2017 Montpellier

5e Congrès de l’iCEPS
18 au 20 mai 2017, Montpellier (France)

Un congrès international sur l’efficacité des interventions non médicamenteuses

Des études prouvent l’efficacité des interventions non médicamenteuses (INM) dans l’amélioration de la santé, de la qualité de vie et de la participation sociale des personnes fragiles ou malades chroniques. Elles montrent également des bénéfices en termes de durée de vie et d’économies de santé. Ce congrès international permet aux participants de : – partager des preuves de l’efficacité, des bénéfices et des risques, de la sécurité et des coûts des INM, – de réfléchir aux meilleurs protocoles d’étude permettant d’obtenir ces preuves, et – de discuter des mécanismes d’action et des processus en jeu dans les INM.

Sommaire du congrès

  • 650 participants
  • 22 exposants
  • 57 sessions plenières
  • 11 ateliers
  • 61 affiches

Videos des conférences

Visionner la session plenière de la Dre. Lise Gauvin de l’Université de Montréal

Visionner la confèrence grand public sur les interventions non-médicamenteuses avec la Dre. Marie Baqué-Juston, le Dr. Fernand Vicari et le Pr. Patrick Baqué

 

 

Définition des INM
Les interventions non médicamenteuses (INM) prennent la forme de produits, de programmes ou de services. Dans la plupart des cas, elles sont complémentaires aux traitements médicamenteux, biotechniques et chirurgicaux conventionnels.
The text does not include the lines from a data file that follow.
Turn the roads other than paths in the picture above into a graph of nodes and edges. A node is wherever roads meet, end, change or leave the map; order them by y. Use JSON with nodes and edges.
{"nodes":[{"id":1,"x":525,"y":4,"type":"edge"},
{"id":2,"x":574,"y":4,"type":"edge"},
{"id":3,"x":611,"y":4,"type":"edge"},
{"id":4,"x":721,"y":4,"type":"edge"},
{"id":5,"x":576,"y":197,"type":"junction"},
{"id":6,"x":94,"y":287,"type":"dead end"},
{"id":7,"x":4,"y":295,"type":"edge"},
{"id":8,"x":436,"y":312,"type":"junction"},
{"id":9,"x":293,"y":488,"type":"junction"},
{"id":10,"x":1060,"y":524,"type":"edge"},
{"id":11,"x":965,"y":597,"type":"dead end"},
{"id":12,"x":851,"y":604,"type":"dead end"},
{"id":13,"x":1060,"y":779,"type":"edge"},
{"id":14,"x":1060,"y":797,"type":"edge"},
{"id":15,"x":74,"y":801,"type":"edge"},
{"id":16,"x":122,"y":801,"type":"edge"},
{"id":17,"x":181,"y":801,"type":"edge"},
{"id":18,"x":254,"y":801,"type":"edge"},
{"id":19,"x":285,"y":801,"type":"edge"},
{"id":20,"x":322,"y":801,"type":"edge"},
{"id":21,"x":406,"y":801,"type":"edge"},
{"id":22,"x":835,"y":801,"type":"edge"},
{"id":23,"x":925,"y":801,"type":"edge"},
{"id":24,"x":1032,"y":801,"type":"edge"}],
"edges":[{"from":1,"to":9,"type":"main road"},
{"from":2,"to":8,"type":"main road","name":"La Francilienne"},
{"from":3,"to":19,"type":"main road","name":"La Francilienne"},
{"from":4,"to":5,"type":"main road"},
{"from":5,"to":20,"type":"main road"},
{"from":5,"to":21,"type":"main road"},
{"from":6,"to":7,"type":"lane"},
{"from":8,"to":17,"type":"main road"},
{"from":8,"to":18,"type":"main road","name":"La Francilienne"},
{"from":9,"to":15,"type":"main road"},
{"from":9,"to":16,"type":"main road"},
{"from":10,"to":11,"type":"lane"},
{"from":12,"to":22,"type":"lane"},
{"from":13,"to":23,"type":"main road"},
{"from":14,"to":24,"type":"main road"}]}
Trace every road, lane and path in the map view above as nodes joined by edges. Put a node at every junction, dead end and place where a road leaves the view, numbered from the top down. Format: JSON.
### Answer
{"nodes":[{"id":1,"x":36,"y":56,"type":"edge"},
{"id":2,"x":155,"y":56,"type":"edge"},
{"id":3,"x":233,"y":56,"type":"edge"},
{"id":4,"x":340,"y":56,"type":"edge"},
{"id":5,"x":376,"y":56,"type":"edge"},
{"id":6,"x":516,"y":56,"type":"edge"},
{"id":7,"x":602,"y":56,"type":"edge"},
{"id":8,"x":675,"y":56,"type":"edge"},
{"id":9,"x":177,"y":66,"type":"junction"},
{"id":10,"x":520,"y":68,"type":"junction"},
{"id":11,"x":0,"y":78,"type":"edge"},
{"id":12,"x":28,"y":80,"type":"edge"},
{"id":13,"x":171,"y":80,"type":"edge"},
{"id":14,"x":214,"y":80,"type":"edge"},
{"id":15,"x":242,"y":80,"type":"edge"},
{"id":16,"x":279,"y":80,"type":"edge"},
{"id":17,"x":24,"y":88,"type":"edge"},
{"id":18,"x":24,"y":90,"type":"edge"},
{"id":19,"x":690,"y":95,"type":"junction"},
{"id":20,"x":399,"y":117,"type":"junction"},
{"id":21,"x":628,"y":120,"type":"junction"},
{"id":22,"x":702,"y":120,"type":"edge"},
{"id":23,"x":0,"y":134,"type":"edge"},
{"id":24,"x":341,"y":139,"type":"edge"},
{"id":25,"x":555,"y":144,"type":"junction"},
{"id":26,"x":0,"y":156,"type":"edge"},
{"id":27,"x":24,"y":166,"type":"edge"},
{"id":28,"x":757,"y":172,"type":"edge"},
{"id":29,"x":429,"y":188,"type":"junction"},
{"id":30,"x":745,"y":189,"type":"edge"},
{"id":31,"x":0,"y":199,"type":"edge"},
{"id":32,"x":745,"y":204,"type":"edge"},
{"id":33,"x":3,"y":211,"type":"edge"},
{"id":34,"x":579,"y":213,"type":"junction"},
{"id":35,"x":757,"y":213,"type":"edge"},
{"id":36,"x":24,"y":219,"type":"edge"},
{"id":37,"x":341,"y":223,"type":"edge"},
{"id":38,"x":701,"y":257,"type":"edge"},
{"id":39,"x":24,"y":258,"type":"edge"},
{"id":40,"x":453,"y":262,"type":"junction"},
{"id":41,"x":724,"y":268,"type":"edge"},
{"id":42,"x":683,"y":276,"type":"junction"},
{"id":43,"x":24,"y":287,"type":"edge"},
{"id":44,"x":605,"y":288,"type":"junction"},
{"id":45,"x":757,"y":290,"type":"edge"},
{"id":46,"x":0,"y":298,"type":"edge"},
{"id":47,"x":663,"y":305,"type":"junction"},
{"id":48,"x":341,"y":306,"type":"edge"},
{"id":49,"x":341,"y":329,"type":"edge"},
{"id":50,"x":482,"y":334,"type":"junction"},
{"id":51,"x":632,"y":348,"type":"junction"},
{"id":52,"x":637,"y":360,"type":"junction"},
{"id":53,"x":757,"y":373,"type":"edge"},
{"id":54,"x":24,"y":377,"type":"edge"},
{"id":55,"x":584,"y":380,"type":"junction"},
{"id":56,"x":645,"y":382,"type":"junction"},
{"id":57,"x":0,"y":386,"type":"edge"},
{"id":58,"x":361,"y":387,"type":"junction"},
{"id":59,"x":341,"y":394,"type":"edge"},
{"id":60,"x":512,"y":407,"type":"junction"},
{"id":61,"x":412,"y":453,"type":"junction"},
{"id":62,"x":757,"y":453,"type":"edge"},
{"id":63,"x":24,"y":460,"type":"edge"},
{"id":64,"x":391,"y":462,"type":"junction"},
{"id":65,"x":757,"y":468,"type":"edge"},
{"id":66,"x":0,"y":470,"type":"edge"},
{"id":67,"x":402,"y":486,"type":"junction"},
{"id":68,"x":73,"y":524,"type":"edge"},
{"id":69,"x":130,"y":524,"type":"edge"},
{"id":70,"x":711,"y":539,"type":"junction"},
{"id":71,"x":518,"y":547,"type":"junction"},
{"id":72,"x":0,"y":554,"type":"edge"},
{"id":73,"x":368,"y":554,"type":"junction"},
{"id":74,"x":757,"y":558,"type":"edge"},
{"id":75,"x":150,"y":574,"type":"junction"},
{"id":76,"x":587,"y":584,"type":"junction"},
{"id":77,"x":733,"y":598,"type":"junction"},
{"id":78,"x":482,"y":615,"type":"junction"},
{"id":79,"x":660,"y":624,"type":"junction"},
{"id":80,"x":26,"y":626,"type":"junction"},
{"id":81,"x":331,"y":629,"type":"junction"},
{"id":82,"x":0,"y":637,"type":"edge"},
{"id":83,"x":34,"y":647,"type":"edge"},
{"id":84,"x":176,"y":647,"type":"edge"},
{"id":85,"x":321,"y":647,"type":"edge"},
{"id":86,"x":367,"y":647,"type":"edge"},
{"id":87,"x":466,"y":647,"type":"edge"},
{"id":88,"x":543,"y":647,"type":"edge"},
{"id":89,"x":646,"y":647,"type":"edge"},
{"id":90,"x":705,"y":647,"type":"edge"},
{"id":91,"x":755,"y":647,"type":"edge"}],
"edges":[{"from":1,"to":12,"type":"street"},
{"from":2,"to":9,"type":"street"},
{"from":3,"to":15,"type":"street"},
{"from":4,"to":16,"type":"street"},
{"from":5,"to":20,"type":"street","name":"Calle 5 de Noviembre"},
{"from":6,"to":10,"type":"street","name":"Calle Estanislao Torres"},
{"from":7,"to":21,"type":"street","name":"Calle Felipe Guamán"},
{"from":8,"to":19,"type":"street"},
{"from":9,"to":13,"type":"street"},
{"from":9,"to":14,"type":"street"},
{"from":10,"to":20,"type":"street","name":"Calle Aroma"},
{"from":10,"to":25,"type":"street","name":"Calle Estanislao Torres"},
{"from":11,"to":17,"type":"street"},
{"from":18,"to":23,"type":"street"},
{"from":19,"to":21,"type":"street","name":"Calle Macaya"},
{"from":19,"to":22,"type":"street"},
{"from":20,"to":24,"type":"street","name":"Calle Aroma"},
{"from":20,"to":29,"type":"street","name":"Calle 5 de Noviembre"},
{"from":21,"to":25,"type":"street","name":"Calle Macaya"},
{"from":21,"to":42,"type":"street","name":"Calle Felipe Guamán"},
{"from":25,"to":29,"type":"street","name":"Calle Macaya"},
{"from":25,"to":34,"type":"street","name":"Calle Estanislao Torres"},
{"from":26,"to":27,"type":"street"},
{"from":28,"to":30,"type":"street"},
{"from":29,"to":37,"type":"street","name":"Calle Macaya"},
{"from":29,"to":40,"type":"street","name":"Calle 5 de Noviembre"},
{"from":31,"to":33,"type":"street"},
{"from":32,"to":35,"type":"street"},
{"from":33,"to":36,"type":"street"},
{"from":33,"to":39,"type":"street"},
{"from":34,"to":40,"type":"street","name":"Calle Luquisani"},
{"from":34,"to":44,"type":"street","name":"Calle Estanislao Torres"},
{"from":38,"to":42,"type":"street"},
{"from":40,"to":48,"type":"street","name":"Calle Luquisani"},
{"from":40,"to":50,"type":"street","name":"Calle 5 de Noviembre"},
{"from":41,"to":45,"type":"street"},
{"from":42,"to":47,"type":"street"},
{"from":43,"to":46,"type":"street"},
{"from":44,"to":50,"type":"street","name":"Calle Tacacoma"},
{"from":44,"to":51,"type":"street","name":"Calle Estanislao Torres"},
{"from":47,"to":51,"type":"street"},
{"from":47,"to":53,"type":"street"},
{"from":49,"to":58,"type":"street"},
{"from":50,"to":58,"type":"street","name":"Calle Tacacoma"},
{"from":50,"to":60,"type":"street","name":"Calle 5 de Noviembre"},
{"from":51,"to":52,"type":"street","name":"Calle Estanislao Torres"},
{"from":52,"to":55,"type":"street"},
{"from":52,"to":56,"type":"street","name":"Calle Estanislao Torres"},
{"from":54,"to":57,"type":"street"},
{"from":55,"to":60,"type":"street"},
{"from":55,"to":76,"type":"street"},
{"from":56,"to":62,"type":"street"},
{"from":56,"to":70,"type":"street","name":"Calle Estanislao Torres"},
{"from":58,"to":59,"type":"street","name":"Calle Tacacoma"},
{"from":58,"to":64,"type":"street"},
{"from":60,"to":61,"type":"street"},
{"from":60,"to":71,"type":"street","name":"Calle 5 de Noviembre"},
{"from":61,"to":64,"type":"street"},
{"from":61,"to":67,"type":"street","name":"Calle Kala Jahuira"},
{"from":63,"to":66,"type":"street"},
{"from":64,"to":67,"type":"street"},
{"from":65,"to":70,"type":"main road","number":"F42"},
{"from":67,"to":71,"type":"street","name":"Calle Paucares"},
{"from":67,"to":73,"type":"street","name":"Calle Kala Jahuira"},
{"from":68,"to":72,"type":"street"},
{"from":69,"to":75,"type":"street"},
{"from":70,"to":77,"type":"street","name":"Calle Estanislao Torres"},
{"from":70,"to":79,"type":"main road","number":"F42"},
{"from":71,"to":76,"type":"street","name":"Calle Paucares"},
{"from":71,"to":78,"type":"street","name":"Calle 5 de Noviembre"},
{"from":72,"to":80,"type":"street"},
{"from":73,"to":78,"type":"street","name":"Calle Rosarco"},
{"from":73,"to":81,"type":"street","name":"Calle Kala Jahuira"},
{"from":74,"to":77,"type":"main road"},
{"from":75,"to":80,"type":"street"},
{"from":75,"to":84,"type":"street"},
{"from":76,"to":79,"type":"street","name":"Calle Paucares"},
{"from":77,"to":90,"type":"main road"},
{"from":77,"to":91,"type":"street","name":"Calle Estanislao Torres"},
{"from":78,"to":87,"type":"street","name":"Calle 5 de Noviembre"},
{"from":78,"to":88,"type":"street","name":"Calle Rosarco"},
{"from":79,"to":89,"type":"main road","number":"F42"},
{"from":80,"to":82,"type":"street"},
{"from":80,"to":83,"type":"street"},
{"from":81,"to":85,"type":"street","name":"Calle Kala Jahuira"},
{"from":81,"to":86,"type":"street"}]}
Elles concernent les domaines suivants : nutrition, kinésithérapie et activité physique adaptée, psychothérapie et éducation à la santé.

Une question importante
Nous connaissons tous des personnes qui ont ressenti le bénéfice d’une INM sur leur santé. Pourtant, ces cas n’ont pas force de preuve. La satisfaction individuelle de quelques personnes ne peut être généralisée à toute une population. Ces résultats pourraient-il n’être que le résultat d’un effet placebo? Une INM est-elle applicable à la même « dose » d’un individu à un autre pour la même maladie? Pour l’instant, les sociétés savantes et les autorités de santé considèrent que les études interventionnelles disponibles dans la littérature scientifique et médicale ne fournissent pas de preuves d’efficacité suffisantes, tout juste des preuves de concept. Les décideurs politiques et financiers doutent donc encore de leur efficacité. Ils encouragent les porteurs d’innovations à fournir des preuves de l’efficacité des INM pour permettre une meilleure reconnaissance, et de ce fait, un meilleur soutien financier privé et public.

Le rôle des INM
Les INM sont-elles des produits de grande consommation ou des produits de santé, des services à la personne ou des soins, des programmes de formation ou des dispositifs médicaux? Doivent-elles être en vente libre ou prescrites par un médecin? Visent-elles à guérir, à soigner, à atténuer les symptômes, à se relaxer, à augmenter l’autonomie ou à améliorer la qualité de vie? Doivent-elles être remboursées intégralement ou partiellement? Doit-on vérifier leur toxicité et leur interférence avec les traitements biologiques conventionnels? Doit-on surveiller leur fabrication et leur bonne utilisation? Quoi de mieux qu’un congrès international pour partager les avis et les expériences?